How many lines in the data below contain the string "points"? Answer with the number only.
---
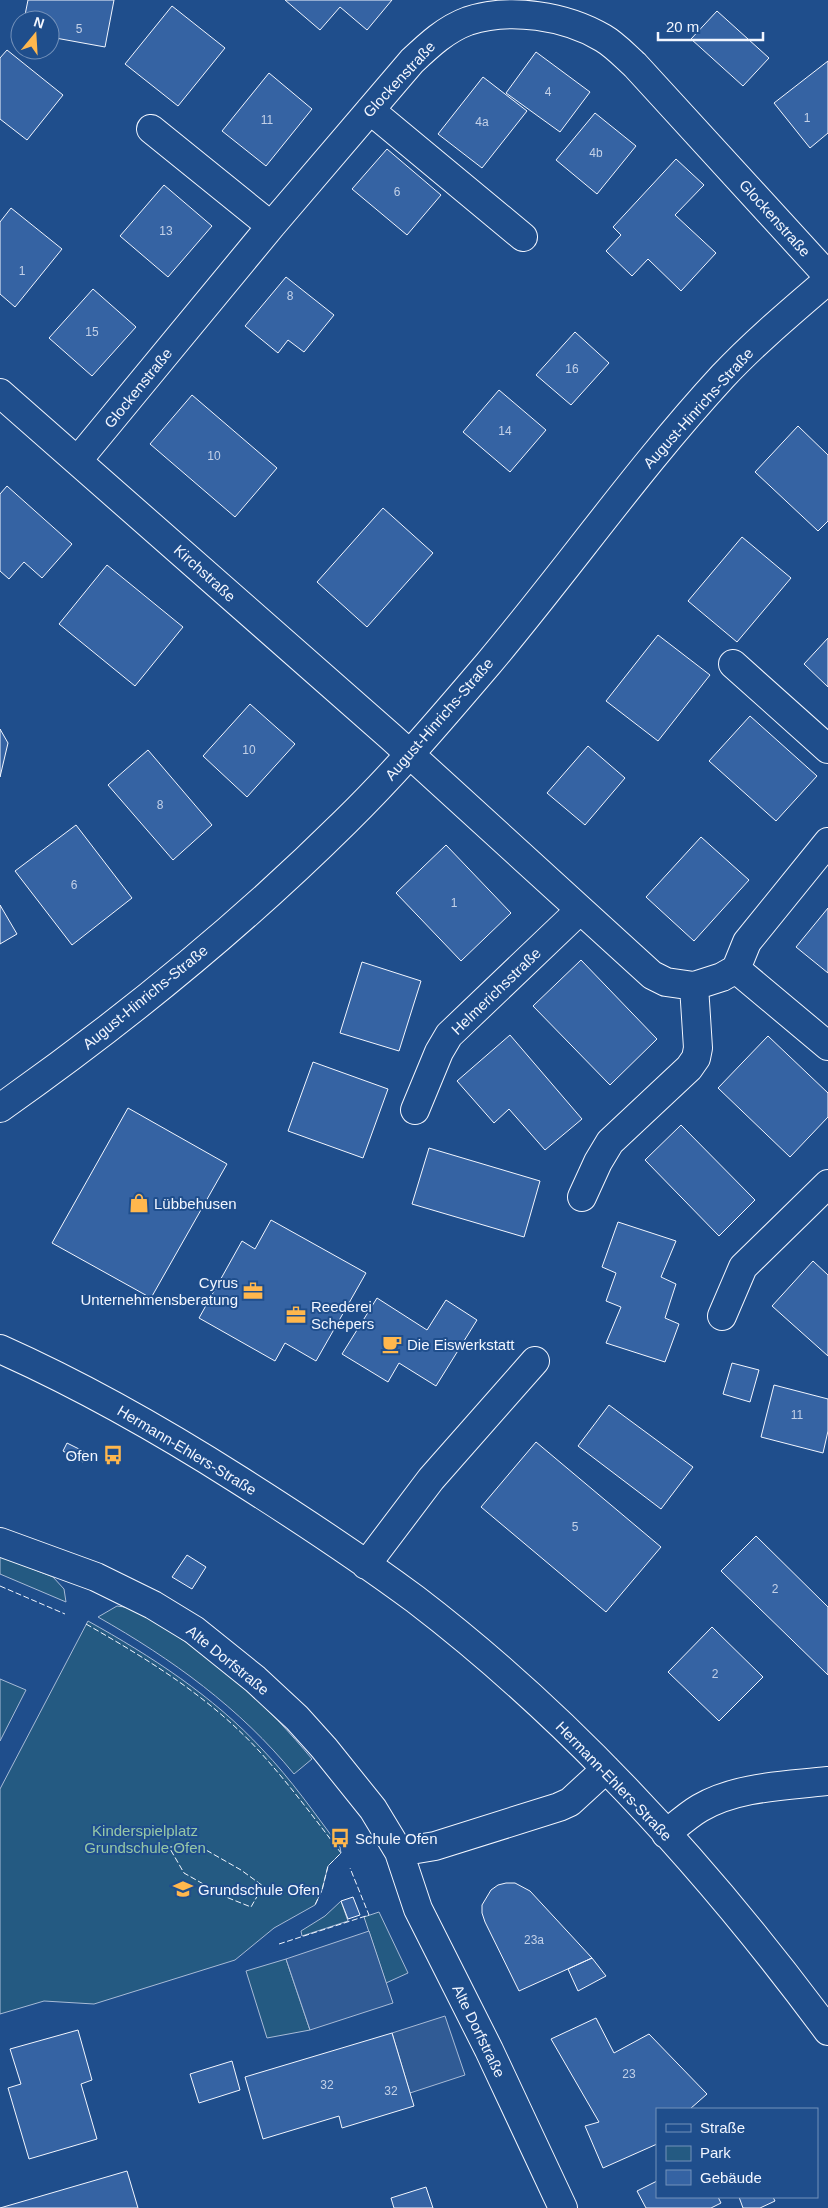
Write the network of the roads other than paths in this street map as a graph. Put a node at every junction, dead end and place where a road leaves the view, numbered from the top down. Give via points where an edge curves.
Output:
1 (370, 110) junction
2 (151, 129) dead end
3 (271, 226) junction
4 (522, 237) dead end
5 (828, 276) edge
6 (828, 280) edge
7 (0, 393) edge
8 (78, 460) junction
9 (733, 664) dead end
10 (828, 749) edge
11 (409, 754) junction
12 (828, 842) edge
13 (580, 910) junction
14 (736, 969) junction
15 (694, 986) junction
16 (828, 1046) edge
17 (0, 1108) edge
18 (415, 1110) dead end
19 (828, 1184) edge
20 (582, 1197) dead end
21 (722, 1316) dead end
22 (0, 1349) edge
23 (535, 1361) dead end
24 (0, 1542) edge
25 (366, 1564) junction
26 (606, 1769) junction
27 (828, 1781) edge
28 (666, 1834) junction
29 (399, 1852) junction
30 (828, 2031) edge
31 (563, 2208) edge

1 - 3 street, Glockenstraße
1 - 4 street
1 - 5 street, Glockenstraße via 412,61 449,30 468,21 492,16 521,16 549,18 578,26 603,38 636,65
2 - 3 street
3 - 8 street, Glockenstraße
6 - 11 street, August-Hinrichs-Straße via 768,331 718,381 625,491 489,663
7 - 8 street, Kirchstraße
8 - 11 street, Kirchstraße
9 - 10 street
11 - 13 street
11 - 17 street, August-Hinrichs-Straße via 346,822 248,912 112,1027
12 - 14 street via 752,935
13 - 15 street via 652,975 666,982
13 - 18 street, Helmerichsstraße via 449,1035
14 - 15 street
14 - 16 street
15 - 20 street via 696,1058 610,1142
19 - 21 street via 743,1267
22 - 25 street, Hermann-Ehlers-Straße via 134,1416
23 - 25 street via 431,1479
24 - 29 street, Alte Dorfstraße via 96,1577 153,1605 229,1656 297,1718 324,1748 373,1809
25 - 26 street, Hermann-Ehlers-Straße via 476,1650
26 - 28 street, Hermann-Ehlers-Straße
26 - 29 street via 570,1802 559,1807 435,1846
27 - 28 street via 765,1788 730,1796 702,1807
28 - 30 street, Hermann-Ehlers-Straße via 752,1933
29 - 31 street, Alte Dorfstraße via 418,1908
---
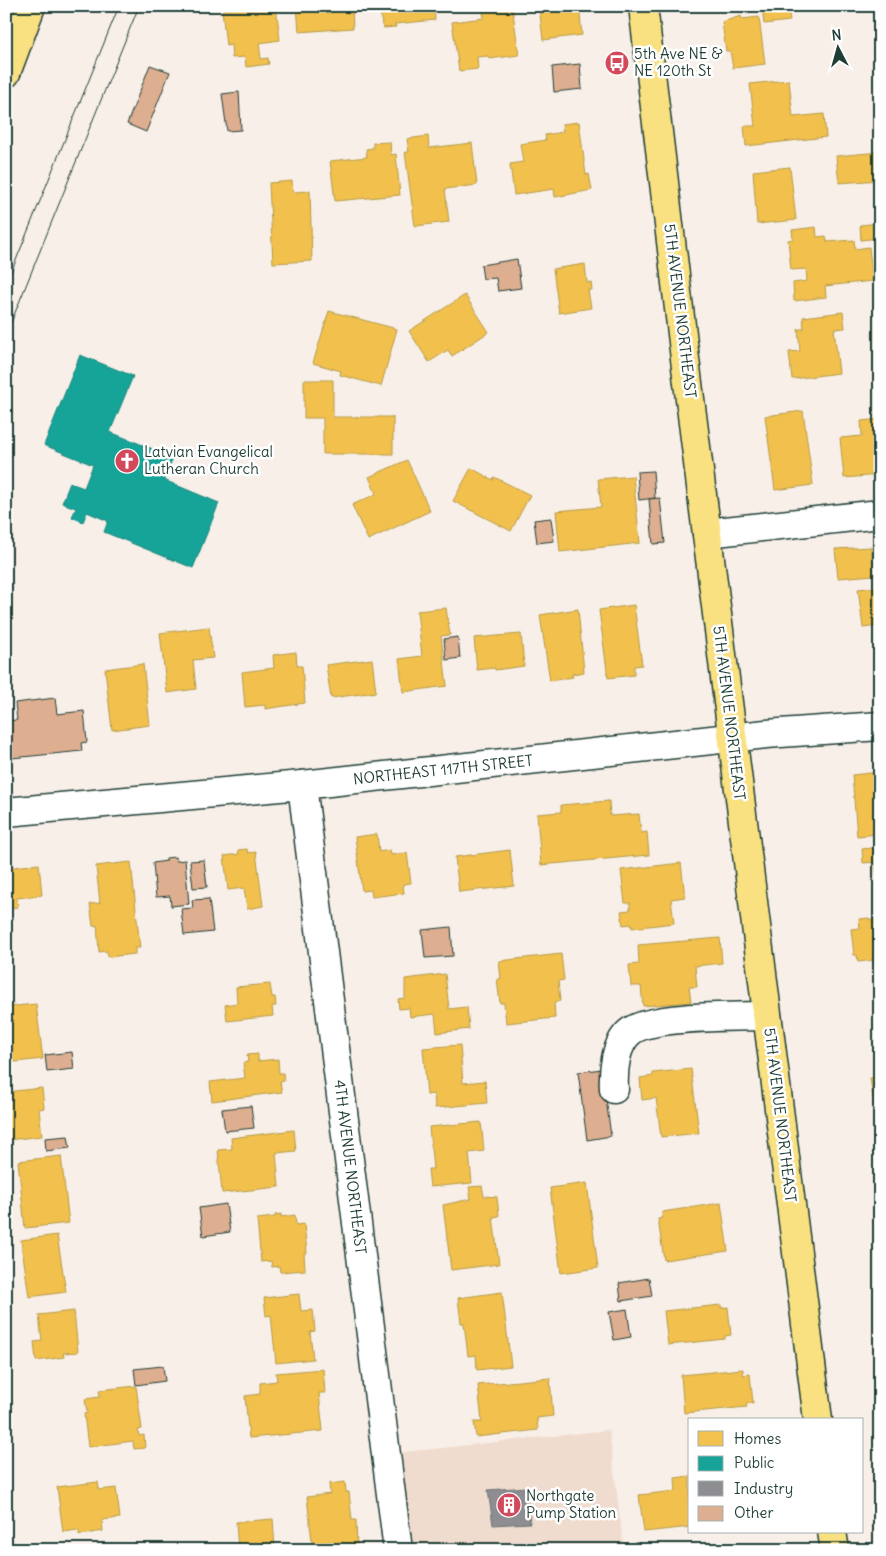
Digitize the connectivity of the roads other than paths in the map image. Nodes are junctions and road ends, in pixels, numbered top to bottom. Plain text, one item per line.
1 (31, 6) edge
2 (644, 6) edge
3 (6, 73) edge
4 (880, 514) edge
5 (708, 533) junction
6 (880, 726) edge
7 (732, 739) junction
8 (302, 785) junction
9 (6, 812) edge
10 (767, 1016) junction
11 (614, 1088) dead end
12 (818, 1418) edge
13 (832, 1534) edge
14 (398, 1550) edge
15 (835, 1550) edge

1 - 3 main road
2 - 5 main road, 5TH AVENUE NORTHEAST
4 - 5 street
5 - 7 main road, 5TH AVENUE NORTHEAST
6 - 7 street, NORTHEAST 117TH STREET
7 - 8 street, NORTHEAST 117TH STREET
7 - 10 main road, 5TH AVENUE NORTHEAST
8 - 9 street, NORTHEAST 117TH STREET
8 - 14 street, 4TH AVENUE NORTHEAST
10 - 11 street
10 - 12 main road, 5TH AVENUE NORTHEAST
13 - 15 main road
---
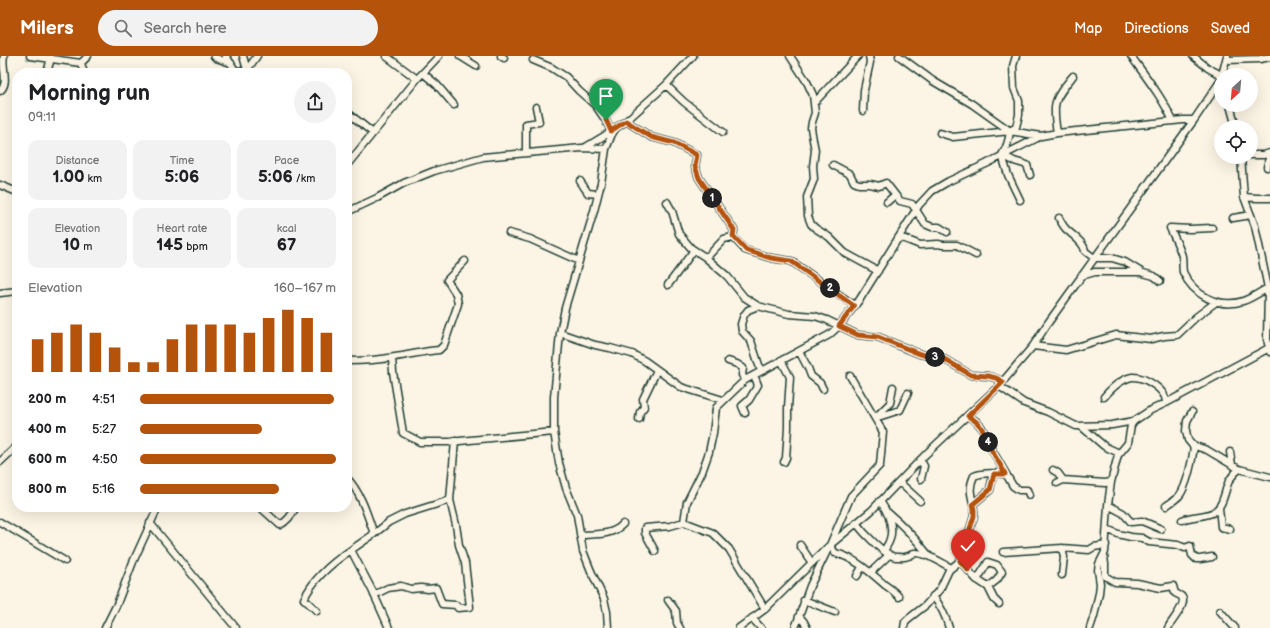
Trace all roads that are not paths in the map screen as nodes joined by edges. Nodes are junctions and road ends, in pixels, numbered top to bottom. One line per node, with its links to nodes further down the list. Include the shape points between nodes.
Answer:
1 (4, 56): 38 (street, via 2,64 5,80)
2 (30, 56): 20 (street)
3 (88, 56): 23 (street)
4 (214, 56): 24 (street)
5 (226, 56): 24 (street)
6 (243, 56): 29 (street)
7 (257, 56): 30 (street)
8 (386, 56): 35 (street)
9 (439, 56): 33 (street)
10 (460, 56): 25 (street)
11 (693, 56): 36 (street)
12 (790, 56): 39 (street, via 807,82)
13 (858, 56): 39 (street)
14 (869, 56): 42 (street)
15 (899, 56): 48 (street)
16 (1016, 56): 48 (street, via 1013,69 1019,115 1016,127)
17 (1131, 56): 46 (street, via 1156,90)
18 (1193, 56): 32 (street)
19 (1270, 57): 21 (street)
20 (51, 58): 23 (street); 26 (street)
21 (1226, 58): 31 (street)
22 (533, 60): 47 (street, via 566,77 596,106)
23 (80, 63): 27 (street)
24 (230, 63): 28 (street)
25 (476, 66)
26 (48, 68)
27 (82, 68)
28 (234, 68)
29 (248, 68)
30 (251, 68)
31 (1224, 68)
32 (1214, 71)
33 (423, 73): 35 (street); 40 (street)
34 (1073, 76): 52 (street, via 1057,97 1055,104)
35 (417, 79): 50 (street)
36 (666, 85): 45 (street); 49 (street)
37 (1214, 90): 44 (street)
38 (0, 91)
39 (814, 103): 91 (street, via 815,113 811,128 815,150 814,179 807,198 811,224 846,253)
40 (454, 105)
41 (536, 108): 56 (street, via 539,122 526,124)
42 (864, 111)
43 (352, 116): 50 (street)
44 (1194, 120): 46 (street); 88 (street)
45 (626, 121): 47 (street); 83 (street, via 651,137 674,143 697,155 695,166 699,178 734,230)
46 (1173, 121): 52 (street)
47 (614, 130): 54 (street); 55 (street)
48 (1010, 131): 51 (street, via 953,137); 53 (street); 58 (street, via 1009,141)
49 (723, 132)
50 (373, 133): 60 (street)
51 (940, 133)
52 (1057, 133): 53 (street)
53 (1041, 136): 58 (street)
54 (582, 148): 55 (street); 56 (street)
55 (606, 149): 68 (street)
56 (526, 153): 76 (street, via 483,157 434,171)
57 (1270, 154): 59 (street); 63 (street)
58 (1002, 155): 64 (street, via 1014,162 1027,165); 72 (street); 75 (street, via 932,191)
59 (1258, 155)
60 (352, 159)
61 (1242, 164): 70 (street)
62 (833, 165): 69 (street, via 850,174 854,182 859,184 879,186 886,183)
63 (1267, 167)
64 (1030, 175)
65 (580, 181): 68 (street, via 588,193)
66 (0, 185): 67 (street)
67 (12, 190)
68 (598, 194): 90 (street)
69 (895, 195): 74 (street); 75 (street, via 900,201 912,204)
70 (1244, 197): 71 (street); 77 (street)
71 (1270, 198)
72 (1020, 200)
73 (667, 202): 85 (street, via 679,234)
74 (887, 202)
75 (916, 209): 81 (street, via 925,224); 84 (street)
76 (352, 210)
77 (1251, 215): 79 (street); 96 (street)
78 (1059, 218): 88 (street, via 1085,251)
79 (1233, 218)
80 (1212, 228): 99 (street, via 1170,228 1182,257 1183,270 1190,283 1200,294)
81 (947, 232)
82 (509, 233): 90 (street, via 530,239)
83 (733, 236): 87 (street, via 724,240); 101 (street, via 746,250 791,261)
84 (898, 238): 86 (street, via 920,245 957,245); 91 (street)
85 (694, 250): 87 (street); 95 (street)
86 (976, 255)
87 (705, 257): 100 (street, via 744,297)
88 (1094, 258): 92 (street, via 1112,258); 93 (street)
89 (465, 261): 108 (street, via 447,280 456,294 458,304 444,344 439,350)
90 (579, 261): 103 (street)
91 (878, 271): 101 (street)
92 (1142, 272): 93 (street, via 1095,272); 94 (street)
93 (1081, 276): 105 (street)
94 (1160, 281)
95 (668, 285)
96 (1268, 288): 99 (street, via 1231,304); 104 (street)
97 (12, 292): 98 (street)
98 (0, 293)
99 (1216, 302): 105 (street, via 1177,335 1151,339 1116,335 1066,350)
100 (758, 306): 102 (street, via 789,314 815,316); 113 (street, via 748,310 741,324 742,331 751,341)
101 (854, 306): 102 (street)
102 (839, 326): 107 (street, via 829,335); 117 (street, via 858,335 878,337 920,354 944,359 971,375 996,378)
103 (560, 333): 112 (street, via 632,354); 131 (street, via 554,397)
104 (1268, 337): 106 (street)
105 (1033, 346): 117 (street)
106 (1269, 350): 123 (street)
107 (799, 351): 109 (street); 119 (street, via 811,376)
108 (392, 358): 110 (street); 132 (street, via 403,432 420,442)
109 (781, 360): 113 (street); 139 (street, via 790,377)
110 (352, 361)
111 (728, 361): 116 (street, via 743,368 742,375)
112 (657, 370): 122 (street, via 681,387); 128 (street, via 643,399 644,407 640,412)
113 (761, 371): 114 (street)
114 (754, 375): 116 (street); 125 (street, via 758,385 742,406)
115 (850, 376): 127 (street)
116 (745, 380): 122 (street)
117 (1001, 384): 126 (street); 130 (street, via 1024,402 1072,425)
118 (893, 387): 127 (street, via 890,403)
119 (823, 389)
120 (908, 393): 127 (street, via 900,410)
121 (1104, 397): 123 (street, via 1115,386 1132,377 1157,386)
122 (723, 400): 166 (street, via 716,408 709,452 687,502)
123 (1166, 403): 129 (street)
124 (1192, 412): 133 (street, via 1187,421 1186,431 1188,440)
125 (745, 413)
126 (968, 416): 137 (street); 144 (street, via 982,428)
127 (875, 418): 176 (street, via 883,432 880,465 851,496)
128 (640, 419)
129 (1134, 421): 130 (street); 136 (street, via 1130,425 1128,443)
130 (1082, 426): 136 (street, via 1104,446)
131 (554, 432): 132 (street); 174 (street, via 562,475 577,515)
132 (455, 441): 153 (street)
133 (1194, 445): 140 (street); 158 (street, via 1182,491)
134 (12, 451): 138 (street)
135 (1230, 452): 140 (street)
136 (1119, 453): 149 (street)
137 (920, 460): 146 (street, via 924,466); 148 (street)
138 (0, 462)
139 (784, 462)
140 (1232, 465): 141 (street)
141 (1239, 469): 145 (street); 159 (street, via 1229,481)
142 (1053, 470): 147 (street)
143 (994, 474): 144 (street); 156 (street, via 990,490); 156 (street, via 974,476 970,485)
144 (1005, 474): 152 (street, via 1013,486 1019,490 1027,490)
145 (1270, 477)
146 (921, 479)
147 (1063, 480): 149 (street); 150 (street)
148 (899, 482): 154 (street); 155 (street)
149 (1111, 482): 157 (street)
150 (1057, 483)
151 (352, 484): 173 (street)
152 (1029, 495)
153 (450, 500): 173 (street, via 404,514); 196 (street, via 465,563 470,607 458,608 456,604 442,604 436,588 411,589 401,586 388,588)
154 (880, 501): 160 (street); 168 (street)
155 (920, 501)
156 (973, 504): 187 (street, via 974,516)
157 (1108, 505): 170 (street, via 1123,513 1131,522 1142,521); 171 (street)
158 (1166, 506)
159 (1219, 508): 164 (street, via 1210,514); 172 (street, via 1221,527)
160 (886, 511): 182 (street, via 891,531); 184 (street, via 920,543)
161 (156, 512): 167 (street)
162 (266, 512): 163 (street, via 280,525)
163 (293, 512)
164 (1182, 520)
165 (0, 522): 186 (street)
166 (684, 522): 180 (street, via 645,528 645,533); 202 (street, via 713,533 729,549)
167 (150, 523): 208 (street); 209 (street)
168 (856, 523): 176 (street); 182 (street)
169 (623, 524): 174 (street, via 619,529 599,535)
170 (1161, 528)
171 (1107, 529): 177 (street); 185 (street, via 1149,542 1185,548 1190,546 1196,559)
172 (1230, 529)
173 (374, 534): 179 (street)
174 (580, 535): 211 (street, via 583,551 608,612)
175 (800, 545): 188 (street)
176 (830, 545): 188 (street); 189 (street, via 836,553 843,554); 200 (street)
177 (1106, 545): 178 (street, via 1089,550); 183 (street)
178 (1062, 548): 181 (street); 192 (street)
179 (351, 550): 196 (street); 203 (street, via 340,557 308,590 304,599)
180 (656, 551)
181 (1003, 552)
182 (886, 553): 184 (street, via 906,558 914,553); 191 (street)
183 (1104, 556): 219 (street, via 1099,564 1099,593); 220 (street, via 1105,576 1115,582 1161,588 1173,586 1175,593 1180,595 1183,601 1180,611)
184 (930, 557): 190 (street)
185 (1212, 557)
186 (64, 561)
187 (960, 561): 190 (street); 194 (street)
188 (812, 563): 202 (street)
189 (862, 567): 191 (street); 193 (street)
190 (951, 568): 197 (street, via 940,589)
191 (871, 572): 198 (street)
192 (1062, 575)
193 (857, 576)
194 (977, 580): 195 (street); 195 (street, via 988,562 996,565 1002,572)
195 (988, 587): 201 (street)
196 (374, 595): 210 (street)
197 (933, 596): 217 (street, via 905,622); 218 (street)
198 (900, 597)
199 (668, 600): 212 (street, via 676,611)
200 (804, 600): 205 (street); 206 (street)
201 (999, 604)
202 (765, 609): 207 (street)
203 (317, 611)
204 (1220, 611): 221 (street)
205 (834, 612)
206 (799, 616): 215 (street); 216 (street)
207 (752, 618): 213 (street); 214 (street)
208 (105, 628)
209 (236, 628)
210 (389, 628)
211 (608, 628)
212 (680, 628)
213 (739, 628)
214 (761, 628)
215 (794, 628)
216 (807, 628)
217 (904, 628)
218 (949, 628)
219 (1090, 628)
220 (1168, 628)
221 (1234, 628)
---
**Written answer**. 2